Provisions within multiple bills have been developed to address this diversity issue:

CURES 2.0: Section 203 of this Act:

  • Requires an update from the FDA on their efforts to improve diversity in clinical trials
  • Requires a study from the Government Accountability Office on barriers to clinical trial participation
  • Mandates HHS to conduct a public awareness campaign, especially targeted toward minority communities, to improve awareness and understanding of clinical trials
  • Establishes a task force to make more user- and patient-friendly

DIVERSE Trials Act: Squarely focused on diversity in trials, this bill expands reporting by labs that test for and diagnose COVID-19 and needs a study on data collection and data sharing during a public health emergency. It requires the FDA to issue guidance on decentralized clinical trials, including those executed via telemedicine and other digital health technologies.

DEPICT Act: Provisions within this bill require:

  • Pre-market reporting of diversity plans for clinical trials
  • Authority for the FDA to mandate post-approval studies or post-market surveillance if demographic subgroup data are insufficient
  • An annual report from the HHS, via the FDA, that shares progress on increasing diversity in clinical trials and study enrollment
  • NIH-driven activities of community outreach and engagement among underserved communities to improve recruitment of underrepresented minorities in clinical research and trials
  • Grants from the Health Resource and Services Administration for community health centers to be able to participate in clinical trials and research

As Dr.
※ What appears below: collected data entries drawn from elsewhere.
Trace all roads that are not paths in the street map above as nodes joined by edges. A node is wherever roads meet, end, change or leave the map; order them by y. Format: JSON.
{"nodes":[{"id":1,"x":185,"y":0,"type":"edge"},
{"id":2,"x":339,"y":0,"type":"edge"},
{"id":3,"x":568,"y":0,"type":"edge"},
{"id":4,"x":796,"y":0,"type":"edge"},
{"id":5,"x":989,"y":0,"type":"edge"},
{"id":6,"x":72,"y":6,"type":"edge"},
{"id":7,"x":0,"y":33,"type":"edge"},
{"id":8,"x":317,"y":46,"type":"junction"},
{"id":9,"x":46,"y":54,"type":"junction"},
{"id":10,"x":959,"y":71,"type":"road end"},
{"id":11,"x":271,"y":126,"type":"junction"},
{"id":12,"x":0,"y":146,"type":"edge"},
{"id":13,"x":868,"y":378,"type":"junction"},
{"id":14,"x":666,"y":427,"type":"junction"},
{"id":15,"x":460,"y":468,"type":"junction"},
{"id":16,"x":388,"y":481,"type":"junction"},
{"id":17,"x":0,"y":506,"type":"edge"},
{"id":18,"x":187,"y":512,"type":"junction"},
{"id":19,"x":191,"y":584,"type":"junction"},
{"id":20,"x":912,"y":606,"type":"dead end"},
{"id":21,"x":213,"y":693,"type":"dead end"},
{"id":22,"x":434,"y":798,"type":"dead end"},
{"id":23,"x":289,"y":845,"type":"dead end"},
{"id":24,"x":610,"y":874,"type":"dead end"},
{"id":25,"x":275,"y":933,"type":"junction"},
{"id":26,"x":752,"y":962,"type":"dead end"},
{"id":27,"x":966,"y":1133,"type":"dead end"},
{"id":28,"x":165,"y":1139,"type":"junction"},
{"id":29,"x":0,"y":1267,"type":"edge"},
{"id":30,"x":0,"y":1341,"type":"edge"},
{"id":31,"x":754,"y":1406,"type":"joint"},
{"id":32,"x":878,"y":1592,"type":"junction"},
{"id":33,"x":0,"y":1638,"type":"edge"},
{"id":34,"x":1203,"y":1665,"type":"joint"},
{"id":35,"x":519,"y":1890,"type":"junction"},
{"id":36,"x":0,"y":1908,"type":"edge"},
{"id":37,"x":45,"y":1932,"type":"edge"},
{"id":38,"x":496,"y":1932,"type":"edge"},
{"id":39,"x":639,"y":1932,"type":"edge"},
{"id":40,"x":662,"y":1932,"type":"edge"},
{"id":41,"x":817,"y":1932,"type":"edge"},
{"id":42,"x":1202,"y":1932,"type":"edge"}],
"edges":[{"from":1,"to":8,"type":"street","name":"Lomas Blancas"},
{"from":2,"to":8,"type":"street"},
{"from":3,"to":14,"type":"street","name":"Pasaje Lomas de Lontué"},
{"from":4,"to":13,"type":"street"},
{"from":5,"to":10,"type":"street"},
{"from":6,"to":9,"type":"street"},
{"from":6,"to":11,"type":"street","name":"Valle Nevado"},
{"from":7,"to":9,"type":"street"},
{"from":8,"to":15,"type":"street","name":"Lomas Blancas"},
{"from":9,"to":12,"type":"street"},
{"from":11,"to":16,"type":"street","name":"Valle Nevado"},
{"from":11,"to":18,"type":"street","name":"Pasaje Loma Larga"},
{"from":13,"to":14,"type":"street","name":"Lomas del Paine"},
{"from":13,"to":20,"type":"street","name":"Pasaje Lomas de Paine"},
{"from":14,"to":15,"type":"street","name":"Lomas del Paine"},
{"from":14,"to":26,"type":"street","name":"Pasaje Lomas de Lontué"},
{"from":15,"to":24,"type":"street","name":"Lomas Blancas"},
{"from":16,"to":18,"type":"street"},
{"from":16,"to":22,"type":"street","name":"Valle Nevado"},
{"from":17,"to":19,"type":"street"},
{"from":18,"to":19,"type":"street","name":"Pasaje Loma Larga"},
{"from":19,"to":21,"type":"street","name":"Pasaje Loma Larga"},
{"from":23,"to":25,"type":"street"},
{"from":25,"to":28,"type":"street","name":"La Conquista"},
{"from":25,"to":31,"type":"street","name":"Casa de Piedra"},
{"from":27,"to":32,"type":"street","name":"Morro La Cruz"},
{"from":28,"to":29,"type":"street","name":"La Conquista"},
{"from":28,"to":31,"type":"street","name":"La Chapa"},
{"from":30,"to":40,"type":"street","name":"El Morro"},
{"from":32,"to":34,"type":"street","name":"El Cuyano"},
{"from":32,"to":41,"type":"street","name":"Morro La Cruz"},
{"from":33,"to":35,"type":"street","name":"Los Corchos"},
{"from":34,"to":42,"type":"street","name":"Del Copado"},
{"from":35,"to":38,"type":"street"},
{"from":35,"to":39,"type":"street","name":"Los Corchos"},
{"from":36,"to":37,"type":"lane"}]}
Mesa said during his testimony, “Of course, there is no silver bullet for fixing the current lack of diversity in clinical trials. No single piece of legislation can finish the job and allow us to turn to other work. This effort will take sustained attention and a willingness to act intentionally. But the results would be life-changing: improved outcomes for patients.”


Surabhi Dangi-Garimella, Ph.D. is a biologist with academic research experience, who brings her skills and knowledge to the health care communications world. She provides writing and strategic support to non-profit groups via her consultancy, SDG AdvoHealth, LLC.